L'œuvre autour de la détective privée Claire DeWitt sent la poudre des vieux 9mm et la naphtaline qui protège les "Pulps" des années vingt du siècle dernier. Comme en psychanalyse avec les freudiens "canal historique", les détectives privés de Sara Gran courtisent des maîtres titulaires de chapelles plus ou moins hostiles les unes envers les autres.
Adepte du criminologue français Jacques Silette, un producteur d'aphorismes qui comblent son désarroi existentiel, Claire DeWitt appartient à une école dont les congrès attirent une foule de dix personnes. Sa vie commencée dans les faubourgs de Brooklyn est consacrée à "l'interprétation d'un cauchemar", avec ses phases résilientes qui masquent des rebonds de terreur. Dans un cauchemar, on ne se reconnaît pas. On est comme une entité impalpable en mouvement sur un territoire que le rêveur semble avoir dessiné lui-même.
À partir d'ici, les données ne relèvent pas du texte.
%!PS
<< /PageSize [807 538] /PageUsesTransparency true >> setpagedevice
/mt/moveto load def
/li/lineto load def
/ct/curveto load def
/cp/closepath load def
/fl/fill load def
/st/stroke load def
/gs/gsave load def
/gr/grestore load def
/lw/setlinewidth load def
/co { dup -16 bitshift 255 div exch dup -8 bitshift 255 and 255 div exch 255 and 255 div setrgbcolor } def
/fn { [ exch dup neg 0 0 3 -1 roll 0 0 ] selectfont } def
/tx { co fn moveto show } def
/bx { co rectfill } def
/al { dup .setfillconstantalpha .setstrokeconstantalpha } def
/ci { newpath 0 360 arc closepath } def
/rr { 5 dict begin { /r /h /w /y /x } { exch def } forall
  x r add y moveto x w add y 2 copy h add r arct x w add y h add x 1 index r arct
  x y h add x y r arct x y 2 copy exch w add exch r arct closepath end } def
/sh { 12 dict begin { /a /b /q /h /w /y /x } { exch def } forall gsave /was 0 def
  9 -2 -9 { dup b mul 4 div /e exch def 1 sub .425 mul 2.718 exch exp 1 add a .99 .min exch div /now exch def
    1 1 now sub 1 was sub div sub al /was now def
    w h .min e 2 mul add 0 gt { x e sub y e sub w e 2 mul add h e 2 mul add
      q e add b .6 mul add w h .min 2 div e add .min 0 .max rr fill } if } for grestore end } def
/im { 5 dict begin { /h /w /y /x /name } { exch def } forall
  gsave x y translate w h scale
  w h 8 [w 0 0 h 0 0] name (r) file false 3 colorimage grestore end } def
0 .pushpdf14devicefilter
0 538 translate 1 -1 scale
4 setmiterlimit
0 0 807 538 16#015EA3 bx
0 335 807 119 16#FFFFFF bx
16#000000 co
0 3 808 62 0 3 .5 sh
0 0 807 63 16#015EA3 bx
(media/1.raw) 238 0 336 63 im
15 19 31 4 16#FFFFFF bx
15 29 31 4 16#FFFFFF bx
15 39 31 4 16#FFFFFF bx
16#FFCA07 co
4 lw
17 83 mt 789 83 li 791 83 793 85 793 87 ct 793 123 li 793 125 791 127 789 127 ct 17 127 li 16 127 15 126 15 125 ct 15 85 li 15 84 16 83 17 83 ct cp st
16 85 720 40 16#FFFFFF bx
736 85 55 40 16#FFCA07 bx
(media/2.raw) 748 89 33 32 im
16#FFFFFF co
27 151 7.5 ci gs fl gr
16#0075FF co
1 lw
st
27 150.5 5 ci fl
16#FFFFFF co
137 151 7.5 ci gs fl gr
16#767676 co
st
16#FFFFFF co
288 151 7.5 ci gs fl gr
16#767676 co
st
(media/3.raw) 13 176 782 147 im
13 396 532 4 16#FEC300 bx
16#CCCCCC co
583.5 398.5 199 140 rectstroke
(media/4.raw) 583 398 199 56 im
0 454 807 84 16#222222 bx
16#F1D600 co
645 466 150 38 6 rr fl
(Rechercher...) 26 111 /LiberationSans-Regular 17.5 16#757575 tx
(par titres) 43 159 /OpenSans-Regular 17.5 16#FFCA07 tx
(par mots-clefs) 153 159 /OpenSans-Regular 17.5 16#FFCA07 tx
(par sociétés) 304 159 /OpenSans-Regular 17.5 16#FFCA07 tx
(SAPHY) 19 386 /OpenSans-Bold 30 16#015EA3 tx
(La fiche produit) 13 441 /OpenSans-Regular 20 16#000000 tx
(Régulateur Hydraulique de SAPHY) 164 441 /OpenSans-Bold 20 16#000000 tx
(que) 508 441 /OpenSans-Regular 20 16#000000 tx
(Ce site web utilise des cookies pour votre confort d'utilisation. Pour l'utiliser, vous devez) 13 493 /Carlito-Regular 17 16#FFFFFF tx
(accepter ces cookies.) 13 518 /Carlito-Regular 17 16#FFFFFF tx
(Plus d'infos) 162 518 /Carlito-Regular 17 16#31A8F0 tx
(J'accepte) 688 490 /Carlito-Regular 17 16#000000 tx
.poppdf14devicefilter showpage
Dans le troisième épisode de ses divagations, Sara Gran mêle habilement les ingrédients du roman noir violent et les déductions hilarantes sur trois périodes de la vie de Claire: le présent où elle survit en dure-à-cuire à une tentative de meurtre, le retour sur la disparition mystérieuse de son amie d'enfance et la parenthèse californienne pour valider son affiliation à l'ordre des détectives. Une multitude de flash-back pour une carrière recomposée avec ce soupçon de folie qui caractérise le monde imaginaire des héros de papier.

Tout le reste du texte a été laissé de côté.